EXERCISE –
What must be handed in is the entire listing, exactly as written, with no pictures.
=-=-=
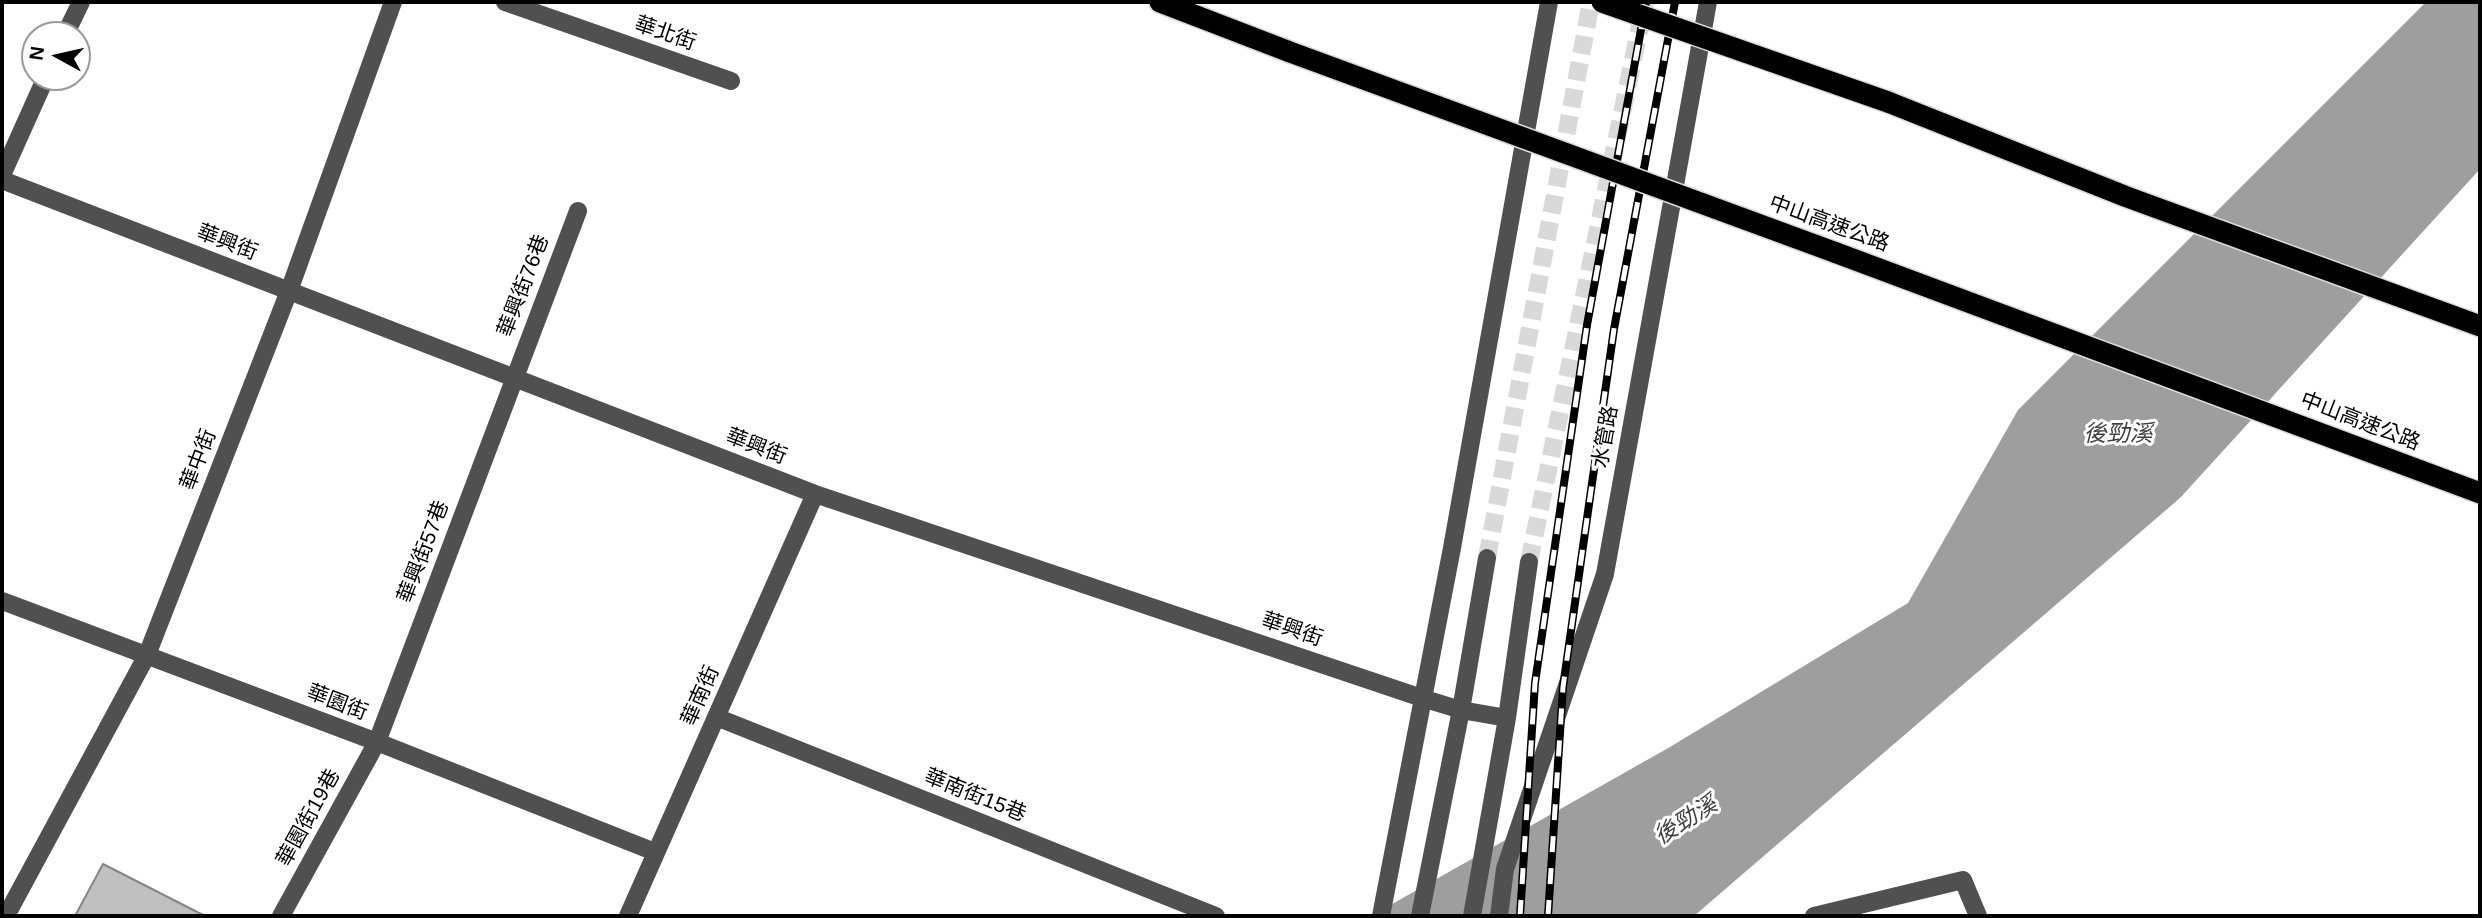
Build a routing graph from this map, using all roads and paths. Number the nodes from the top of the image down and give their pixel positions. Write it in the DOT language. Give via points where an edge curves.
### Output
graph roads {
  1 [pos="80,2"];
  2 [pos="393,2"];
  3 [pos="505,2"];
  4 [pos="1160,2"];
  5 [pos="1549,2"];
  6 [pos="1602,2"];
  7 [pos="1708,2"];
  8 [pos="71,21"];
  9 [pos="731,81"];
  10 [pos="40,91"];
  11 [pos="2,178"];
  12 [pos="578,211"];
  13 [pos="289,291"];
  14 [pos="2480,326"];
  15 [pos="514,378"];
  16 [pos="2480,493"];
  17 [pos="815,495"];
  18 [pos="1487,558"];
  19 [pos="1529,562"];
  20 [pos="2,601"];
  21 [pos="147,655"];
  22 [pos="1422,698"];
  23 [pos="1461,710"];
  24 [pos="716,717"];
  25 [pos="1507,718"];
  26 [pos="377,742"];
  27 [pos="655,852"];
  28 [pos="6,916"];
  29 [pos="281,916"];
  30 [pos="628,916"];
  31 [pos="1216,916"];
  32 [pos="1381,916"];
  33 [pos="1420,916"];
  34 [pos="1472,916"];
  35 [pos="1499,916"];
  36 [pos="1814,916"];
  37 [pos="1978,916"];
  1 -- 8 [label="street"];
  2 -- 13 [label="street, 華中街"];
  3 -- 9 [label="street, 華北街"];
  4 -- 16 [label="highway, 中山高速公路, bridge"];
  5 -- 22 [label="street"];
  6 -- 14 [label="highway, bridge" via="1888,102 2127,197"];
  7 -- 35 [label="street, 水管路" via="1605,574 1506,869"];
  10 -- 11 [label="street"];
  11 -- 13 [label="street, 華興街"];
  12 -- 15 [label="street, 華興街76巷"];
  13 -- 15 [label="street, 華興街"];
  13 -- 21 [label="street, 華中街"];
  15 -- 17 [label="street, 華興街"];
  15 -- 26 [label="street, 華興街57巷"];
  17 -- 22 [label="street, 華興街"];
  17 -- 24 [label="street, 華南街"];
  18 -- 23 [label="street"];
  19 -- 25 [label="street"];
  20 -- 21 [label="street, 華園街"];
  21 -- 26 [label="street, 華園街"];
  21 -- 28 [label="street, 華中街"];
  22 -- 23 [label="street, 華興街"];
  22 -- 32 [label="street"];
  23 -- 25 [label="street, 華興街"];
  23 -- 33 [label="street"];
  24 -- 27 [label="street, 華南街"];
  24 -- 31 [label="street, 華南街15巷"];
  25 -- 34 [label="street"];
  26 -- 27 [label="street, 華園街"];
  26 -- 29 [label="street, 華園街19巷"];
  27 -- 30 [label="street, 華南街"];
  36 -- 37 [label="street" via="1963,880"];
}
=-=-=
RESULT BELOW –
Build a routing graph from this map, using all roads and paths. Number the nodes from the top of the image down and give their pixel positions. Write it in the DOT language. Give via points where an edge curves.
### Output
graph roads {
  1 [pos="80,2"];
  2 [pos="393,2"];
  3 [pos="505,2"];
  4 [pos="1160,2"];
  5 [pos="1549,2"];
  6 [pos="1602,2"];
  7 [pos="1708,2"];
  8 [pos="71,21"];
  9 [pos="731,81"];
  10 [pos="40,91"];
  11 [pos="2,178"];
  12 [pos="578,211"];
  13 [pos="289,291"];
  14 [pos="2480,326"];
  15 [pos="514,378"];
  16 [pos="2480,493"];
  17 [pos="815,495"];
  18 [pos="1487,558"];
  19 [pos="1529,562"];
  20 [pos="2,601"];
  21 [pos="147,655"];
  22 [pos="1422,698"];
  23 [pos="1461,710"];
  24 [pos="716,717"];
  25 [pos="1507,718"];
  26 [pos="377,742"];
  27 [pos="655,852"];
  28 [pos="6,916"];
  29 [pos="281,916"];
  30 [pos="628,916"];
  31 [pos="1216,916"];
  32 [pos="1381,916"];
  33 [pos="1420,916"];
  34 [pos="1472,916"];
  35 [pos="1499,916"];
  36 [pos="1814,916"];
  37 [pos="1978,916"];
  1 -- 8 [label="street"];
  2 -- 13 [label="street, 華中街"];
  3 -- 9 [label="street, 華北街"];
  4 -- 16 [label="highway, 中山高速公路, bridge"];
  5 -- 22 [label="street"];
  6 -- 14 [label="highway, bridge" via="1888,102 2127,197"];
  7 -- 35 [label="street, 水管路" via="1605,574 1506,869"];
  10 -- 11 [label="street"];
  11 -- 13 [label="street, 華興街"];
  12 -- 15 [label="street, 華興街76巷"];
  13 -- 15 [label="street, 華興街"];
  13 -- 21 [label="street, 華中街"];
  15 -- 17 [label="street, 華興街"];
  15 -- 26 [label="street, 華興街57巷"];
  17 -- 22 [label="street, 華興街"];
  17 -- 24 [label="street, 華南街"];
  18 -- 23 [label="street"];
  19 -- 25 [label="street"];
  20 -- 21 [label="street, 華園街"];
  21 -- 26 [label="street, 華園街"];
  21 -- 28 [label="street, 華中街"];
  22 -- 23 [label="street, 華興街"];
  22 -- 32 [label="street"];
  23 -- 25 [label="street, 華興街"];
  23 -- 33 [label="street"];
  24 -- 27 [label="street, 華南街"];
  24 -- 31 [label="street, 華南街15巷"];
  25 -- 34 [label="street"];
  26 -- 27 [label="street, 華園街"];
  26 -- 29 [label="street, 華園街19巷"];
  27 -- 30 [label="street, 華南街"];
  36 -- 37 [label="street" via="1963,880"];
}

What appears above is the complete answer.